Stop demonising our products. It’s so easy to openly criticise and demonise when you have no involvement – but when you are involved – that’s a different story.
I recently saw an article that made my blood boil on the subject of salt. It said: “In fact, there is salt in most baked or readily prepared goods. But in the UK, for instance, its existence in food is always. [sic]”
Newsflash: salt in UK baked bread has been reduced by over 40% since the mid-1980s and the UK has one of the lowest levels of salt in bread in the world.

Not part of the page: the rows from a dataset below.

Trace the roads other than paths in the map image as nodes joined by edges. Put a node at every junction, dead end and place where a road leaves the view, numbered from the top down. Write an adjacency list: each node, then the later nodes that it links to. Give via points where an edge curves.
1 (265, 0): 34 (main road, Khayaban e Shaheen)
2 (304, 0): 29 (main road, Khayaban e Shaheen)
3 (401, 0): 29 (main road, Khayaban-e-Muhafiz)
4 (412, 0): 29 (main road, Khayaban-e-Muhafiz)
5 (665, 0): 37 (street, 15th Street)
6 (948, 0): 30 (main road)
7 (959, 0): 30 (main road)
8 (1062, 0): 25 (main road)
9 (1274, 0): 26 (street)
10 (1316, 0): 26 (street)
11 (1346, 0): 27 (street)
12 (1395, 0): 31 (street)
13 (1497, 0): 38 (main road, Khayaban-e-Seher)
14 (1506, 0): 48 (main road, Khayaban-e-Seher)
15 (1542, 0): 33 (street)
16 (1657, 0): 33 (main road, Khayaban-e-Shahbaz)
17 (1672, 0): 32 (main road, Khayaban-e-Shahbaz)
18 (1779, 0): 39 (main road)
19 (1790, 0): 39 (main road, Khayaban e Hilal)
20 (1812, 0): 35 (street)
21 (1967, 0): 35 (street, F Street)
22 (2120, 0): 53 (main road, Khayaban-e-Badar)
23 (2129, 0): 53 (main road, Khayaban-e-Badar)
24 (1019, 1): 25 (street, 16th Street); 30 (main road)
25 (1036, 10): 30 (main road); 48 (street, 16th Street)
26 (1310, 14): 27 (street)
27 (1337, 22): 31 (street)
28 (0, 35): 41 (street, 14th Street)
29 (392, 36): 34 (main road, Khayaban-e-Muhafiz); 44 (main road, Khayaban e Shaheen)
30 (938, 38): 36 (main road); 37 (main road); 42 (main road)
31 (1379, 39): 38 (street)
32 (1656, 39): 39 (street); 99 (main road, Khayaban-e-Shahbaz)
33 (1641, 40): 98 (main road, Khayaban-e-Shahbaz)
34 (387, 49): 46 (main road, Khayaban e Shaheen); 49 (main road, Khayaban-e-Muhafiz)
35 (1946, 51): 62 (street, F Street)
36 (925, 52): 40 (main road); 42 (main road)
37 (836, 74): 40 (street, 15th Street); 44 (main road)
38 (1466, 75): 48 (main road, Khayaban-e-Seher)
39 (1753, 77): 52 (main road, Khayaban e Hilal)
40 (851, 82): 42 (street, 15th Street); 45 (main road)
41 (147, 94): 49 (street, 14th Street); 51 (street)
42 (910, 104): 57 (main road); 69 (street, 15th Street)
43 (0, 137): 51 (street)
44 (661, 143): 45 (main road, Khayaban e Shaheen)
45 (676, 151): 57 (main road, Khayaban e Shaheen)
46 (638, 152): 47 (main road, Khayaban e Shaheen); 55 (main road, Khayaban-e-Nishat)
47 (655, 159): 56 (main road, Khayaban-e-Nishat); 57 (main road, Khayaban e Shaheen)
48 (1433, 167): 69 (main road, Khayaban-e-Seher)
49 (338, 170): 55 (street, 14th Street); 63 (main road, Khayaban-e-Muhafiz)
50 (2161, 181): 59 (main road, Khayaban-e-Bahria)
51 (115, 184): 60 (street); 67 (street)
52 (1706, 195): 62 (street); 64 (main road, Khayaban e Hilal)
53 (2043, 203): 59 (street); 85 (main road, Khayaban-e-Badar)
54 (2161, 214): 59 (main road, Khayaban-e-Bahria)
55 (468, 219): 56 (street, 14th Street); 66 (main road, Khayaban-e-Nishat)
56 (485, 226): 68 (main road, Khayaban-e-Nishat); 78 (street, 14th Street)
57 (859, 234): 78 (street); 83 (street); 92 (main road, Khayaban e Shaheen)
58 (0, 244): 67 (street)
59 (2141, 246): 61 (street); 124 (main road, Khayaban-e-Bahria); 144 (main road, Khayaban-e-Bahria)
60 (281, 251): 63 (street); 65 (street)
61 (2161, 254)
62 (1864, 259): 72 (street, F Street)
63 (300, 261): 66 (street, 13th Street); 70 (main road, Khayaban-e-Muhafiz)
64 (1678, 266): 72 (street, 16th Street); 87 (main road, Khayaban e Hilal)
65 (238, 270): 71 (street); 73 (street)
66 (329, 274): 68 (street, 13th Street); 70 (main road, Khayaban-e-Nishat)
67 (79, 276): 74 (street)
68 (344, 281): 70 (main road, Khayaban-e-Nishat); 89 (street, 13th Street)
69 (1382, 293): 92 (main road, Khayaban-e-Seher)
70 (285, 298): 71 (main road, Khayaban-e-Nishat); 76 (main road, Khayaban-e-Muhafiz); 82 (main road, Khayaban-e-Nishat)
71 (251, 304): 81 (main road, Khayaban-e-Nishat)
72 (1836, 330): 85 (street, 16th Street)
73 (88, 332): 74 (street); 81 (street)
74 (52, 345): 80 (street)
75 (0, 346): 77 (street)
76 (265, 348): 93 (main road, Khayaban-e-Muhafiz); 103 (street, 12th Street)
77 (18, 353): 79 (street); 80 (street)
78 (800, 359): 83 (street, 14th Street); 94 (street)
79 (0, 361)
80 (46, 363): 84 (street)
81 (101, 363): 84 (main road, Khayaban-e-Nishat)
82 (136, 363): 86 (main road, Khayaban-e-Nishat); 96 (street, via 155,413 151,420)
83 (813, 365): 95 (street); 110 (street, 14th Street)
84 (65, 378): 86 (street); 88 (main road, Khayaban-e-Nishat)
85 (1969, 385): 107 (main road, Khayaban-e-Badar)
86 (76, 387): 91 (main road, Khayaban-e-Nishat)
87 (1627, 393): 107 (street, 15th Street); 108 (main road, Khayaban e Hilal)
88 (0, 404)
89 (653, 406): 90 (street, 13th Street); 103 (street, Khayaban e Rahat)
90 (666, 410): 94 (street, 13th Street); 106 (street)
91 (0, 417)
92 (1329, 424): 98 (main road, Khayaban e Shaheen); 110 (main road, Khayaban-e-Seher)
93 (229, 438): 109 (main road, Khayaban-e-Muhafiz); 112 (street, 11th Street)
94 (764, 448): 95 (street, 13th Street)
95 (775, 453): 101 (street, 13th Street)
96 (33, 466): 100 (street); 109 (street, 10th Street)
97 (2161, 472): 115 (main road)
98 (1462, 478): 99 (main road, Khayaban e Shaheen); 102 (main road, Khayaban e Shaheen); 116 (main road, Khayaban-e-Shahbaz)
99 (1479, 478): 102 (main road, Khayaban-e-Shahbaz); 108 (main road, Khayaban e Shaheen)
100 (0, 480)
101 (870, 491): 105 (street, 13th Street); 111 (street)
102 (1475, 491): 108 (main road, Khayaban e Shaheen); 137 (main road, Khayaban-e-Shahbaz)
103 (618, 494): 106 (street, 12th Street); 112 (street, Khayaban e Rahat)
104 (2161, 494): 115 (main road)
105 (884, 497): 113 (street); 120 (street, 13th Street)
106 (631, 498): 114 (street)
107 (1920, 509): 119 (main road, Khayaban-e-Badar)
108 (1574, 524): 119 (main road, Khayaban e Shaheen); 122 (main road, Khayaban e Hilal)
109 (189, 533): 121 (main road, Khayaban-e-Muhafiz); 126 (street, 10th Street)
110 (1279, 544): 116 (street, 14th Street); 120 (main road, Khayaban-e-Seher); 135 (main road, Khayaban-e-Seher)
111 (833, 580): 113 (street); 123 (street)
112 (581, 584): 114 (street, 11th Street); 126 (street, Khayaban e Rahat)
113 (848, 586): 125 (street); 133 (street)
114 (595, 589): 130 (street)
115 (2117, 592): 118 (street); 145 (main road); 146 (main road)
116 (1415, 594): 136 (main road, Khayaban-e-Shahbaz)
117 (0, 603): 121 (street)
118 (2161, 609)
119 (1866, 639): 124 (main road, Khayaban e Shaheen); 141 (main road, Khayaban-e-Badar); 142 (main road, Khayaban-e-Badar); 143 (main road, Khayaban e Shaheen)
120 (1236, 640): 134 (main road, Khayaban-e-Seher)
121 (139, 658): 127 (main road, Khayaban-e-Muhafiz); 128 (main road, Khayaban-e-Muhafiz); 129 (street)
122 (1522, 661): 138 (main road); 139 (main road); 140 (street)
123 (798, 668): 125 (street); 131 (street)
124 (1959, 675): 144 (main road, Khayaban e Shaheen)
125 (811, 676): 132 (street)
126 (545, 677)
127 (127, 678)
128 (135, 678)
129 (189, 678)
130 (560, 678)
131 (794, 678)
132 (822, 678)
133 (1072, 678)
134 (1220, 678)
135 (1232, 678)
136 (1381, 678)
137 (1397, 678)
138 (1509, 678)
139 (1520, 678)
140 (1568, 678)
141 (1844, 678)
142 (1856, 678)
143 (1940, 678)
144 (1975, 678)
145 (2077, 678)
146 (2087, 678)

The health mafia will have our bread tasting like Italian white rolls: totally tasteless – but hey – they’ll be healthy. It’s no wonder the Italians dip their bread into olive oil, and then sprinkle salt on top of it, to make it taste of something.
Or, let’s put it another way – what about the filling on the bread that turns it into a sandwich?
There has got to be some heart stoppers there that are worth a mention. How about the Sunday morning special, ‘The Bacon Butty’? Just two (yes a measly two) rashers of bacon contribute to more than half (six grams) of the daily recommended intake of salt, and some bacons contain more than three times the salt levels needed.
Even the lower-salt versions have a higher concentration of salt than the Atlantic Ocean. And, what about sausage on top of the bacon?
Sausages are an every Sunday treat in our house, even more so during the summer on the barbecue. Last year we, as a nation, ate just short of 190 tons of sausages, which equates to approx. £660m of revenue in the British economy. Yet again just two sausages equate to over half the daily recommended intake.
And, what about pizzas? Well according to a 2012 survey from Consensus Action on Salt and Health, as many as two in three pizzas are high in saturated fats. And takeaway pizzas contain between two and three times the levels of salt than their similar supermarket versions.
Yet whenever you hear about salt, and how bad it is for you, it’s always in bread.
We bakers, as a general trend, actually do recognise the changing salt level trends and, by default, will adjust to our customers’ needs. However, when we are singled out, again, and lambasted in the national press about unhealthy products without a “by your leave” on any other product group, we tend to get somewhat ruffled. Back off bread!